Extracted records section start

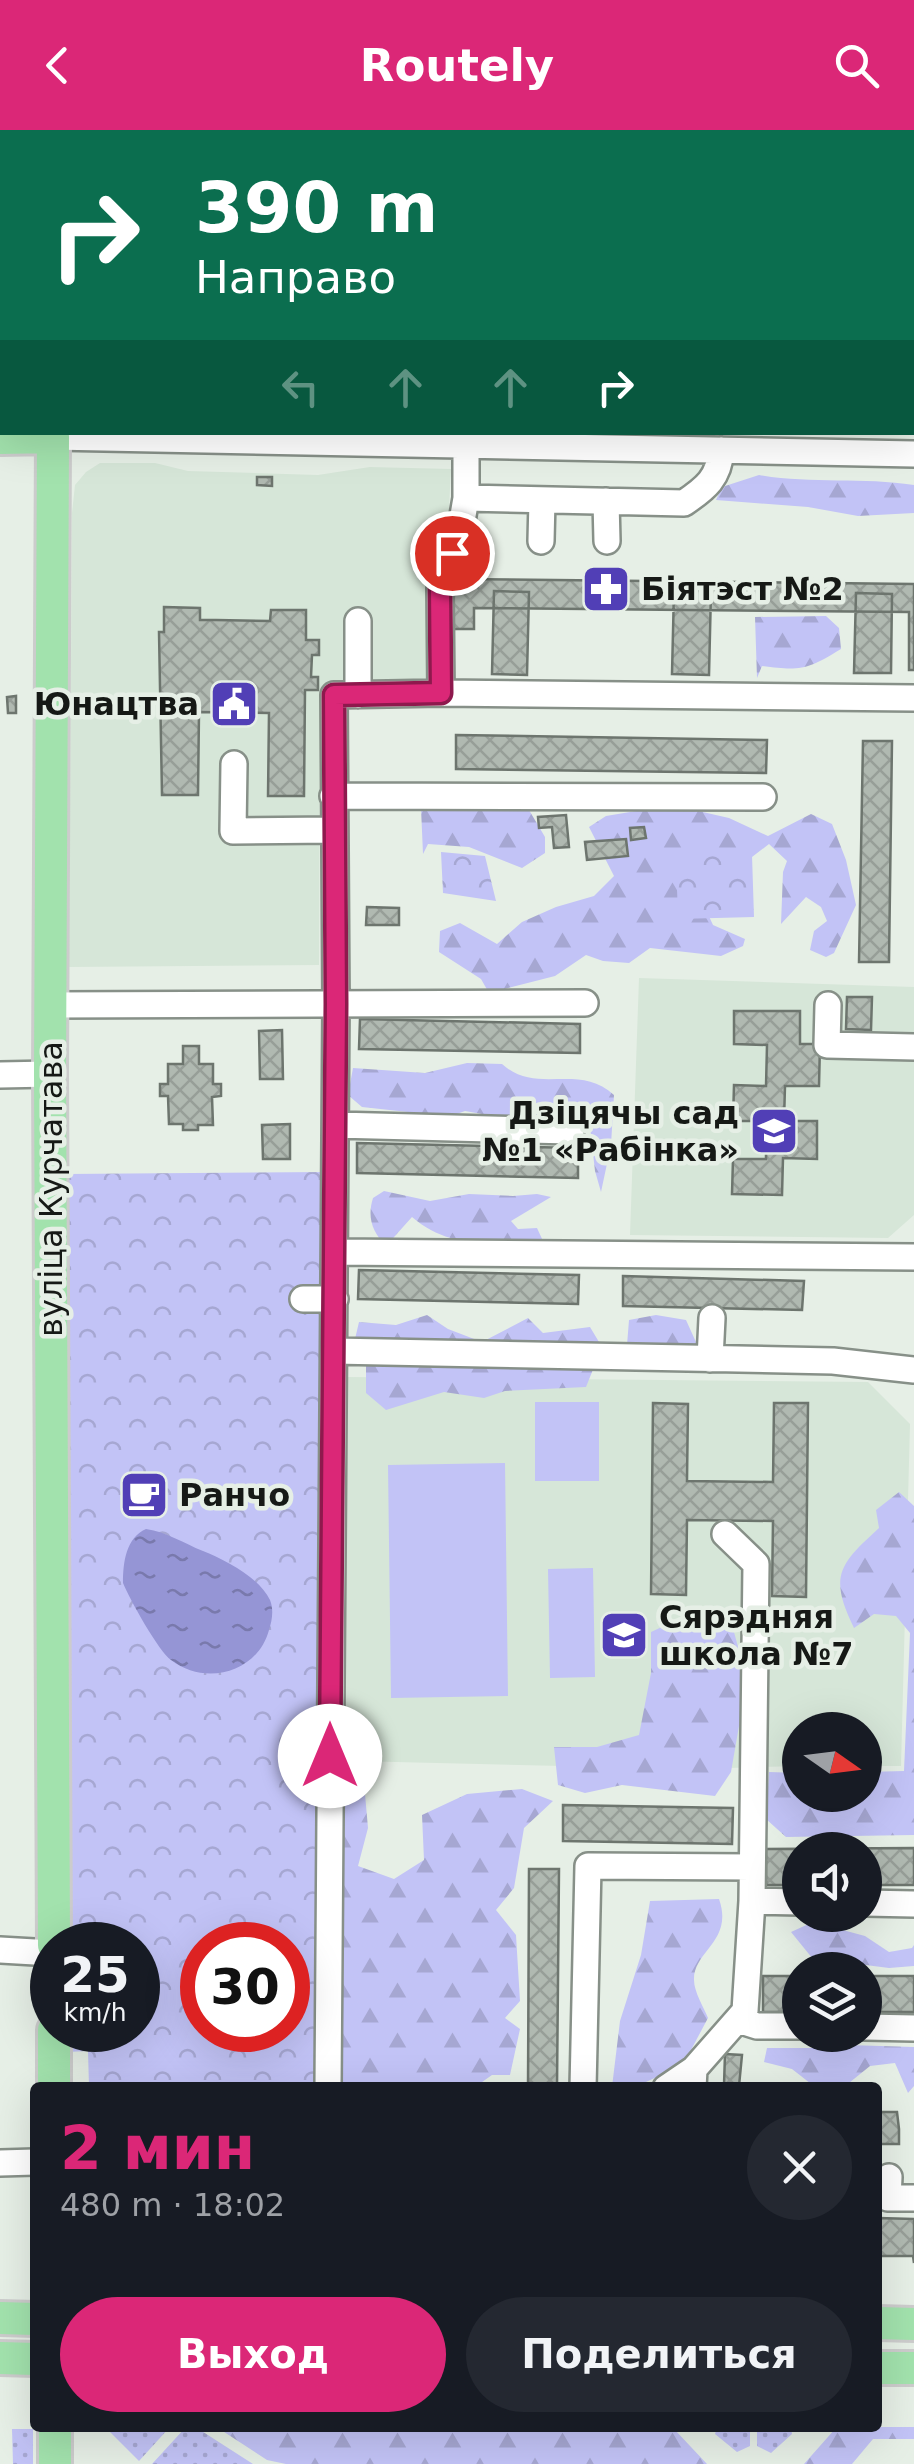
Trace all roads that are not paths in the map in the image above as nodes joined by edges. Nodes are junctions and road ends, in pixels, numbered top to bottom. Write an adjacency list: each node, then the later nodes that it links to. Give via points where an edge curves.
1 (54, 435): 2 (main road); 3 (street); 22 (main road, вуліца Курчатава)
2 (0, 438)
3 (364, 438): 4 (street)
4 (466, 445): 5 (street); 7 (street)
5 (721, 450): 6 (street); 9 (street, via 720,470 709,486 684,503)
6 (914, 454)
7 (466, 498): 8 (street); 13 (street, via 440,589)
8 (542, 500): 9 (street); 10 (street)
9 (606, 501): 11 (street)
10 (542, 540)
11 (606, 542)
12 (358, 621): 14 (street)
13 (441, 693): 14 (street); 15 (street)
14 (358, 694): 17 (street, via 334,695)
15 (914, 698)
16 (234, 764): 19 (street, via 233,831)
17 (334, 796): 18 (street); 19 (street)
18 (763, 797)
19 (334, 830): 21 (street)
20 (584, 1003): 21 (street)
21 (336, 1004): 22 (street); 27 (street)
22 (51, 1005): 26 (main road, вуліца Курчатава)
23 (828, 1005): 24 (street, via 827,1045)
24 (914, 1046)
25 (0, 1074): 26 (street)
26 (50, 1074): 43 (main road, вуліца Курчатава)
27 (336, 1125): 28 (street); 29 (street)
28 (570, 1131)
29 (335, 1252): 30 (street); 32 (street)
30 (914, 1257)
31 (304, 1299): 32 (street)
32 (334, 1299): 34 (street)
33 (712, 1318): 35 (street)
34 (334, 1351): 35 (street); 53 (street)
35 (710, 1360): 36 (street, via 834,1361)
36 (914, 1370)
37 (725, 1534): 38 (street, via 756,1564)
38 (752, 1867): 39 (street); 54 (street, via 588,1866)
39 (752, 1901): 40 (street); 46 (street, via 745,2011)
40 (782, 1902)
41 (882, 1904): 42 (street)
42 (914, 1904)
43 (54, 1922)
44 (0, 1950): 45 (street)
45 (30, 1952)
46 (738, 2020): 47 (street); 51 (street)
47 (782, 2026)
48 (882, 2027): 49 (street)
49 (914, 2028)
50 (54, 2052): 52 (main road)
51 (694, 2078)
52 (54, 2082)
53 (328, 2082)
54 (583, 2082)
55 (30, 2162): 56 (street)
56 (0, 2163)
57 (889, 2176): 58 (street, via 888,2198)
58 (914, 2198)
59 (0, 2318): 60 (main road)
60 (30, 2318)
61 (882, 2324): 62 (main road)
62 (914, 2324)
63 (0, 2358): 64 (main road)
64 (30, 2359)
65 (882, 2368): 66 (main road)
66 (914, 2368)
67 (55, 2432): 68 (main road)
68 (55, 2464)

Extracted records section end

◆ **Instructions for the task**: Every entry is to be reproduced word for word, and no image is carried over.

◆ **Response below**:
Trace all roads that are not paths in the map in the image above as nodes joined by edges. Nodes are junctions and road ends, in pixels, numbered top to bottom. Write an adjacency list: each node, then the later nodes that it links to. Give via points where an edge curves.
1 (54, 435): 2 (main road); 3 (street); 22 (main road, вуліца Курчатава)
2 (0, 438)
3 (364, 438): 4 (street)
4 (466, 445): 5 (street); 7 (street)
5 (721, 450): 6 (street); 9 (street, via 720,470 709,486 684,503)
6 (914, 454)
7 (466, 498): 8 (street); 13 (street, via 440,589)
8 (542, 500): 9 (street); 10 (street)
9 (606, 501): 11 (street)
10 (542, 540)
11 (606, 542)
12 (358, 621): 14 (street)
13 (441, 693): 14 (street); 15 (street)
14 (358, 694): 17 (street, via 334,695)
15 (914, 698)
16 (234, 764): 19 (street, via 233,831)
17 (334, 796): 18 (street); 19 (street)
18 (763, 797)
19 (334, 830): 21 (street)
20 (584, 1003): 21 (street)
21 (336, 1004): 22 (street); 27 (street)
22 (51, 1005): 26 (main road, вуліца Курчатава)
23 (828, 1005): 24 (street, via 827,1045)
24 (914, 1046)
25 (0, 1074): 26 (street)
26 (50, 1074): 43 (main road, вуліца Курчатава)
27 (336, 1125): 28 (street); 29 (street)
28 (570, 1131)
29 (335, 1252): 30 (street); 32 (street)
30 (914, 1257)
31 (304, 1299): 32 (street)
32 (334, 1299): 34 (street)
33 (712, 1318): 35 (street)
34 (334, 1351): 35 (street); 53 (street)
35 (710, 1360): 36 (street, via 834,1361)
36 (914, 1370)
37 (725, 1534): 38 (street, via 756,1564)
38 (752, 1867): 39 (street); 54 (street, via 588,1866)
39 (752, 1901): 40 (street); 46 (street, via 745,2011)
40 (782, 1902)
41 (882, 1904): 42 (street)
42 (914, 1904)
43 (54, 1922)
44 (0, 1950): 45 (street)
45 (30, 1952)
46 (738, 2020): 47 (street); 51 (street)
47 (782, 2026)
48 (882, 2027): 49 (street)
49 (914, 2028)
50 (54, 2052): 52 (main road)
51 (694, 2078)
52 (54, 2082)
53 (328, 2082)
54 (583, 2082)
55 (30, 2162): 56 (street)
56 (0, 2163)
57 (889, 2176): 58 (street, via 888,2198)
58 (914, 2198)
59 (0, 2318): 60 (main road)
60 (30, 2318)
61 (882, 2324): 62 (main road)
62 (914, 2324)
63 (0, 2358): 64 (main road)
64 (30, 2359)
65 (882, 2368): 66 (main road)
66 (914, 2368)
67 (55, 2432): 68 (main road)
68 (55, 2464)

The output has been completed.